Hey guys, so all of my electronics came in today and now I'm really anxious to solder them all together...
Basically I'm doing this setup: 1 Piezo, 1 Humbucker, a 3 way switch, and a volume pot.
The problem is... I'm a complete wiring NEWBIE!
I kind of have the basics down on which wire goes where according to this chart...
http://i645.photobucket.com/albums/uu176/Brenderson/Screenshot2011-08-04at55704PM.png
I really have no idea about what the whole "ground" stuff is... Can someone explain to me what I do with all of the ground wires? Where do I solder them to?
Thanks!
Replies
The way I do it is to bend that lug up so it touches the side of the pot and then put a blob of solder over where they meet. it is then grounded to the jack (along with all the others) via the single earth wire to the jack.
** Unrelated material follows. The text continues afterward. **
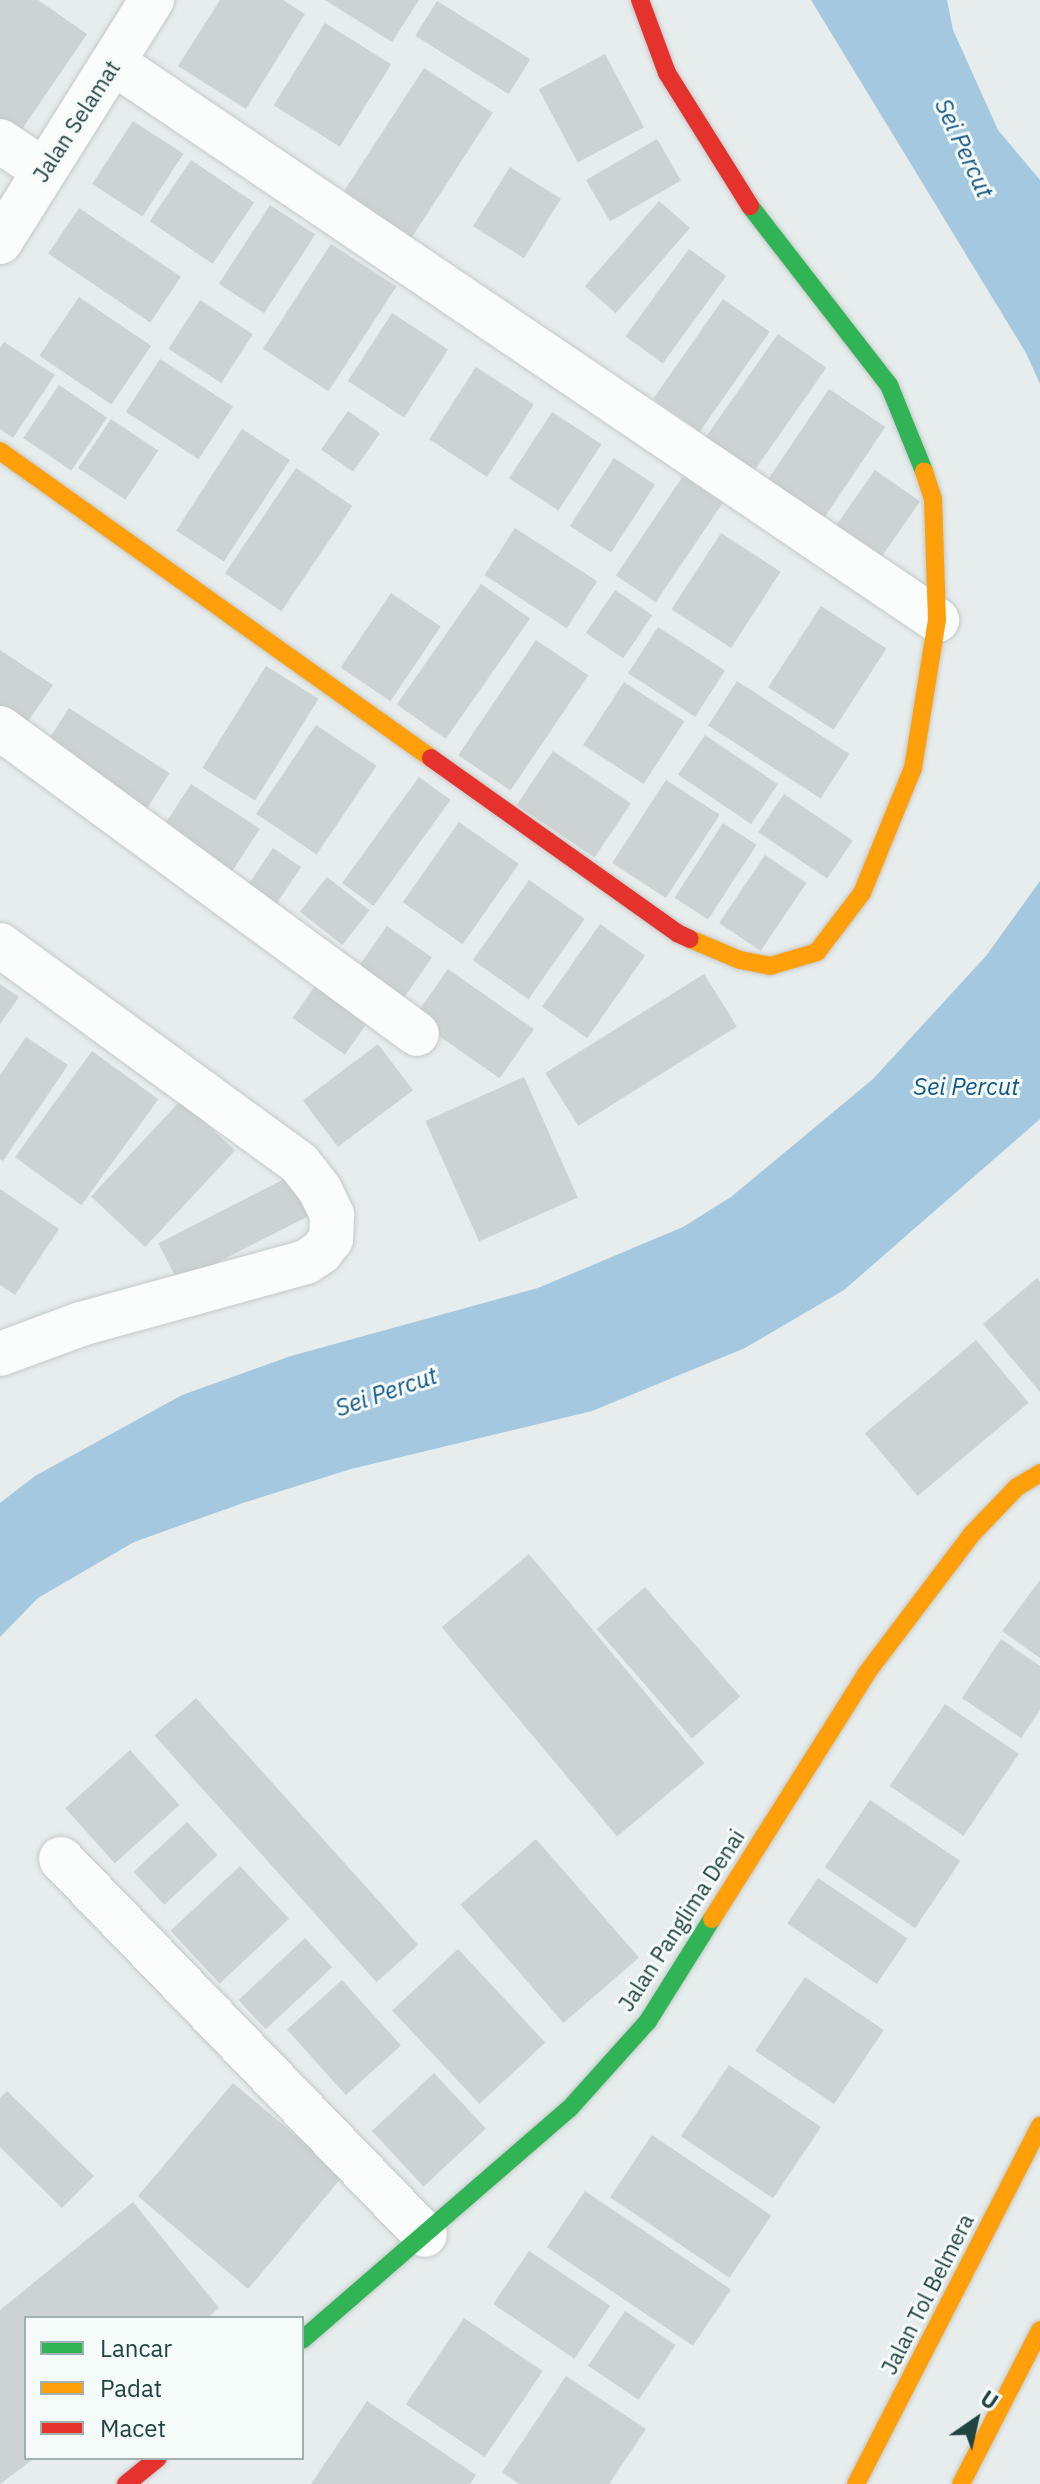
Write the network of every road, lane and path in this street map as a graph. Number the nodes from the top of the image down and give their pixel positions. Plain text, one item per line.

If you prefer you can use a small wire from this lug upto the top of the pot - either works.
Hi Brendon,
The same wire can be used for all the wiring - if you used shielded wire it does cut down on the electrical hum that the wires can pick up (it depends upon how much the background hum bothers you).
The jack socket ground lug is wired to the back of the volume pot in the diagram so all the other grounds going to the back of the pot are each grounded but only via the one wire to stop ground loops forming.
The humbucker you have is made from 2 separate coils each of which have their own start and finish which gives 4 wires - the extra bare wire is the shield for the cable to cut out electrical noise from other electrical equipment in the locality. This gives you different coil wiring options - series (wired: hot-north coil-south coil-ground) / split (only 1 coil wired) / parallel (each coil is wired between hot and ground) all of which give different tonal qualities.
If you look on the Seymour Duncan website you will see the huge choice you have in wiring these type of humbuckers
http://www.seymourduncan.com/support/wiring-diagrams/
David
Thanks you guys! That definitely helped simplify things... for some reason I had a super complex idea of grounding and was overthinking it.
Anyways, a few more questions...
1. If I go to buy wire at Home Depot, do I need to make sure I get the correct wire types? Or will any wire work for any situation (For example would a Hot wire work for Grounding)?
2. David, the ground wire from the jack is connected to the lug or is not? Or is is soldered to the back of the volume pot like the others? I'm a bit confused on that one connection.
3. The pickup I got is the GFS PAF Humbucker... It has 5 wires. It has a Green (Which I believe is the Hot in this case), a Black (Ground), a Red and White (which are soldered together already), and a silver braided wire.
If the green hot wire is going to the 3 way, and the black ground is going to the volume pot shell, where do the Red/White combo go? And where does the silver braided wire go?
Also what are these wires (red/white and silver braided) for?
Thanks!
Hi Brendon,
The GND on the diagram just means a ground wire and they normally don't add a full wire as the diagram looks a bit too crowded. For a guitar most people suggest using a star type of grounding - all grounds go to a single point (usually the back of the volume pot as it is a nice big site to solder to) and then only one wire goes from here to the ground of the output jacksocket.
Adding the wires the diagram looks like this
Points to note on the diagram - the volume pot has the lug on the right (the only one not connected to a wire) bent up and soldered to the pot casing. At the ouput jack the hot wire (red in this diagram) connects to the lug which makes contact with the very tip of the jackplug (if you insert a cable jackplug it will be easy to see which one).
Adding an extra ground wire to a metal bridge can help to reduce the hum you sometimes get by grounding the strings although it may not be necessary as you are using a humbucker.
The corners don't need grounding.
Good luck,
David
PS wear glasses and long sleeves as the solder sometimes spits.